Items from a dataset
Segment Open

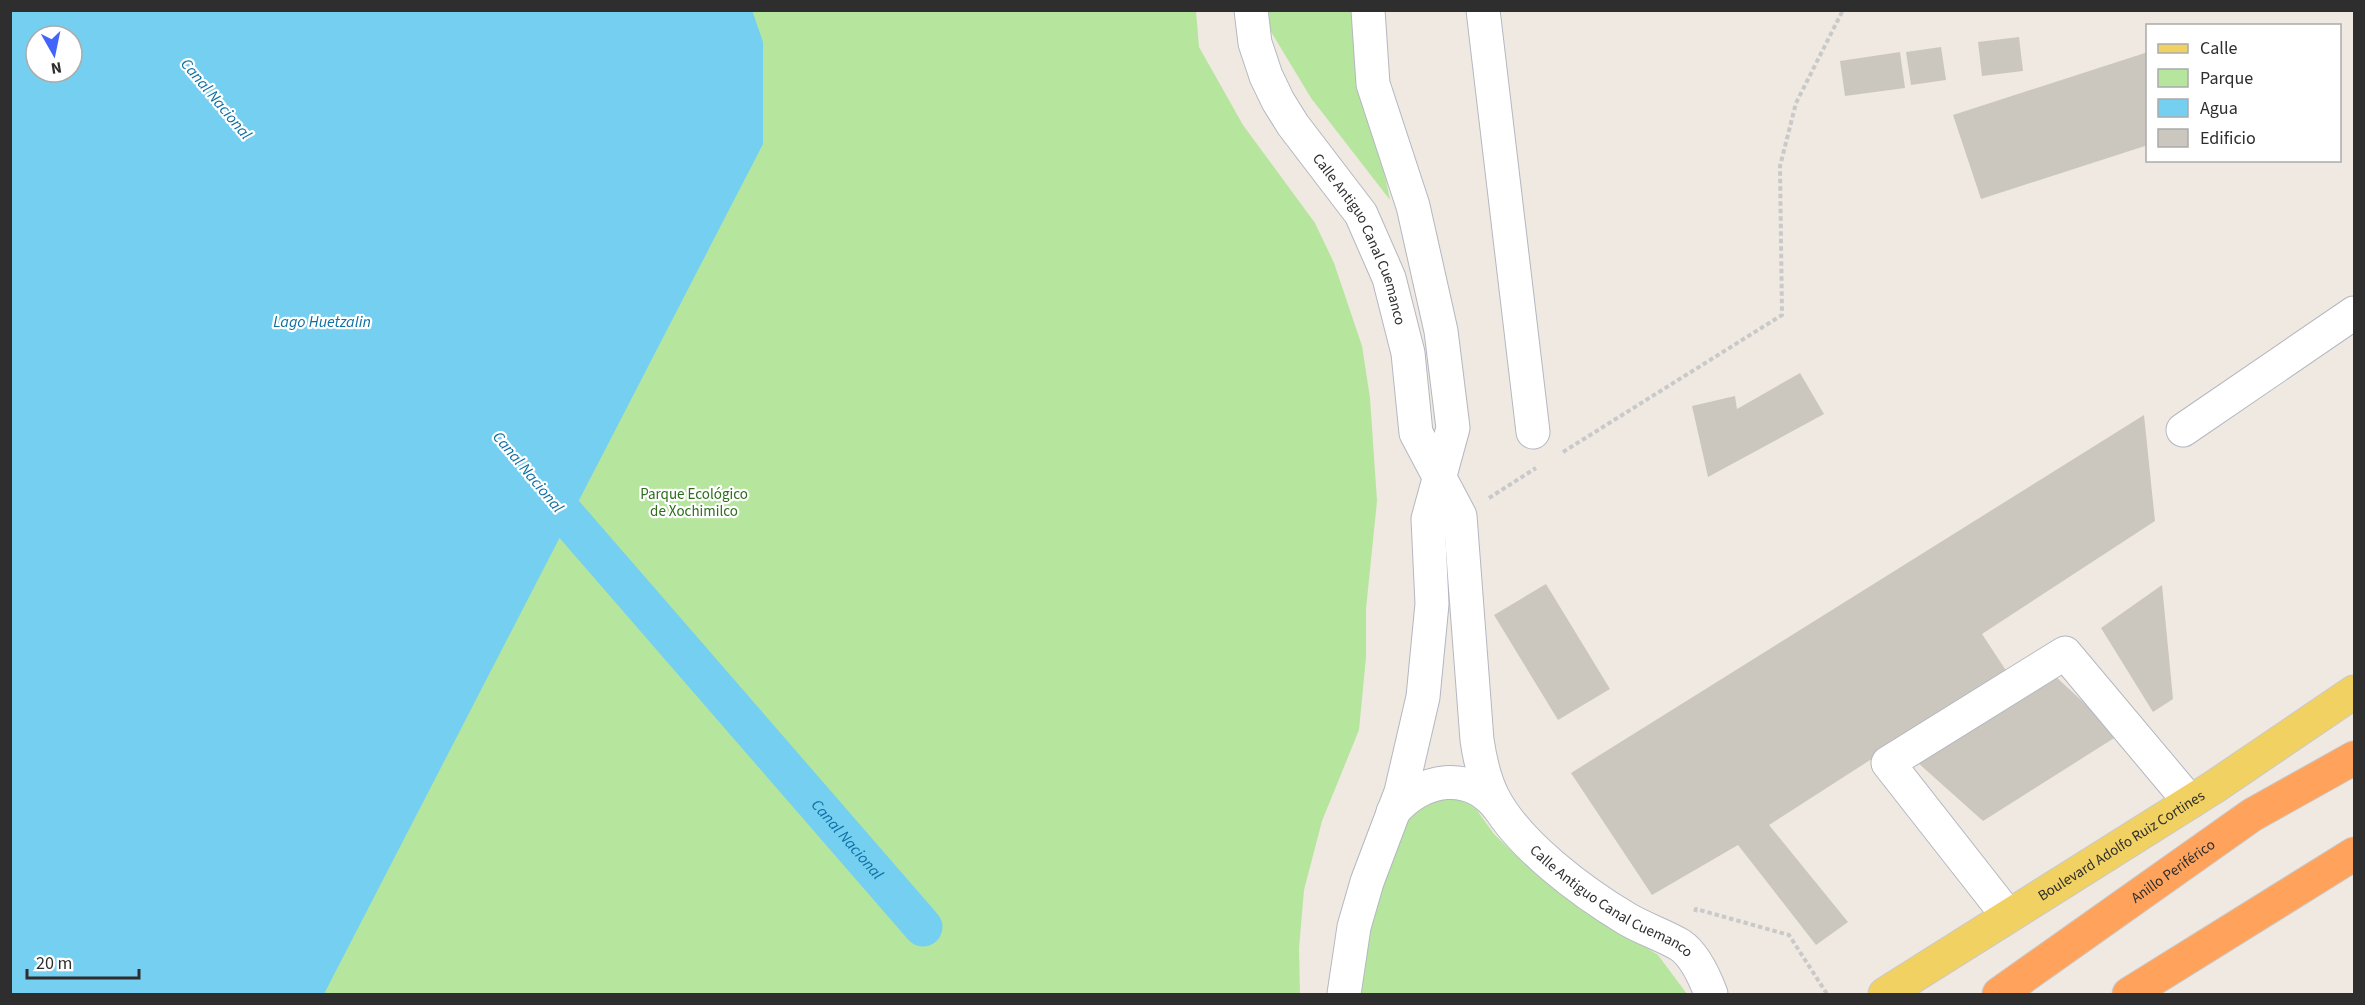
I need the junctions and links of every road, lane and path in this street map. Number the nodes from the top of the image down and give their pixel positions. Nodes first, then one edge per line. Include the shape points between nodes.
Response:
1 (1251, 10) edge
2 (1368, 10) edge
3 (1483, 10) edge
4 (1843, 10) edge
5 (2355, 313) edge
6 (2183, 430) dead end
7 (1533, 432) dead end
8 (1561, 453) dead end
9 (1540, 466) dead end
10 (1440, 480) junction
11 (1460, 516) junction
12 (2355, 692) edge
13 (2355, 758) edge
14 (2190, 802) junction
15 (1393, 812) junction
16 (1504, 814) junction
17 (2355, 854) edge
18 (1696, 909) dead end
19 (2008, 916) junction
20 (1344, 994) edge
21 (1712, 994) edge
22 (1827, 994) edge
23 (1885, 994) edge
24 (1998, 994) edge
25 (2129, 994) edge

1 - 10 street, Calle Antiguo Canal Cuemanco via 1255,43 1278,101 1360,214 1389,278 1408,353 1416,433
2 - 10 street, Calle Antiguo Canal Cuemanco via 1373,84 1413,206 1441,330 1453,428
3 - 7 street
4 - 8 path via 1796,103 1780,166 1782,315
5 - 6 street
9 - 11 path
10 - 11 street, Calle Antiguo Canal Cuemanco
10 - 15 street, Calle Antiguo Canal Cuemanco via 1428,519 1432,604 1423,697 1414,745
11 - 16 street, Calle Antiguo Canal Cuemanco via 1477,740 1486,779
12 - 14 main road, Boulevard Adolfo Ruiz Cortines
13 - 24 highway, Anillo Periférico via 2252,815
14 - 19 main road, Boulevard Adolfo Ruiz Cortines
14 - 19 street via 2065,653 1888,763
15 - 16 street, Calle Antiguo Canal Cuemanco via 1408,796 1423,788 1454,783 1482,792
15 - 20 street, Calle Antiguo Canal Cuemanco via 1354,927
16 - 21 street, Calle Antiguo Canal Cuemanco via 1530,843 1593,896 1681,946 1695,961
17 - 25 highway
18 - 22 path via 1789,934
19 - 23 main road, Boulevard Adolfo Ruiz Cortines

Segment Closed

The reply should hold every record, unchanged, and no pictures.

* **Solution below**:
I need the junctions and links of every road, lane and path in this street map. Number the nodes from the top of the image down and give their pixel positions. Nodes first, then one edge per line. Include the shape points between nodes.
Response:
1 (1251, 10) edge
2 (1368, 10) edge
3 (1483, 10) edge
4 (1843, 10) edge
5 (2355, 313) edge
6 (2183, 430) dead end
7 (1533, 432) dead end
8 (1561, 453) dead end
9 (1540, 466) dead end
10 (1440, 480) junction
11 (1460, 516) junction
12 (2355, 692) edge
13 (2355, 758) edge
14 (2190, 802) junction
15 (1393, 812) junction
16 (1504, 814) junction
17 (2355, 854) edge
18 (1696, 909) dead end
19 (2008, 916) junction
20 (1344, 994) edge
21 (1712, 994) edge
22 (1827, 994) edge
23 (1885, 994) edge
24 (1998, 994) edge
25 (2129, 994) edge

1 - 10 street, Calle Antiguo Canal Cuemanco via 1255,43 1278,101 1360,214 1389,278 1408,353 1416,433
2 - 10 street, Calle Antiguo Canal Cuemanco via 1373,84 1413,206 1441,330 1453,428
3 - 7 street
4 - 8 path via 1796,103 1780,166 1782,315
5 - 6 street
9 - 11 path
10 - 11 street, Calle Antiguo Canal Cuemanco
10 - 15 street, Calle Antiguo Canal Cuemanco via 1428,519 1432,604 1423,697 1414,745
11 - 16 street, Calle Antiguo Canal Cuemanco via 1477,740 1486,779
12 - 14 main road, Boulevard Adolfo Ruiz Cortines
13 - 24 highway, Anillo Periférico via 2252,815
14 - 19 main road, Boulevard Adolfo Ruiz Cortines
14 - 19 street via 2065,653 1888,763
15 - 16 street, Calle Antiguo Canal Cuemanco via 1408,796 1423,788 1454,783 1482,792
15 - 20 street, Calle Antiguo Canal Cuemanco via 1354,927
16 - 21 street, Calle Antiguo Canal Cuemanco via 1530,843 1593,896 1681,946 1695,961
17 - 25 highway
18 - 22 path via 1789,934
19 - 23 main road, Boulevard Adolfo Ruiz Cortines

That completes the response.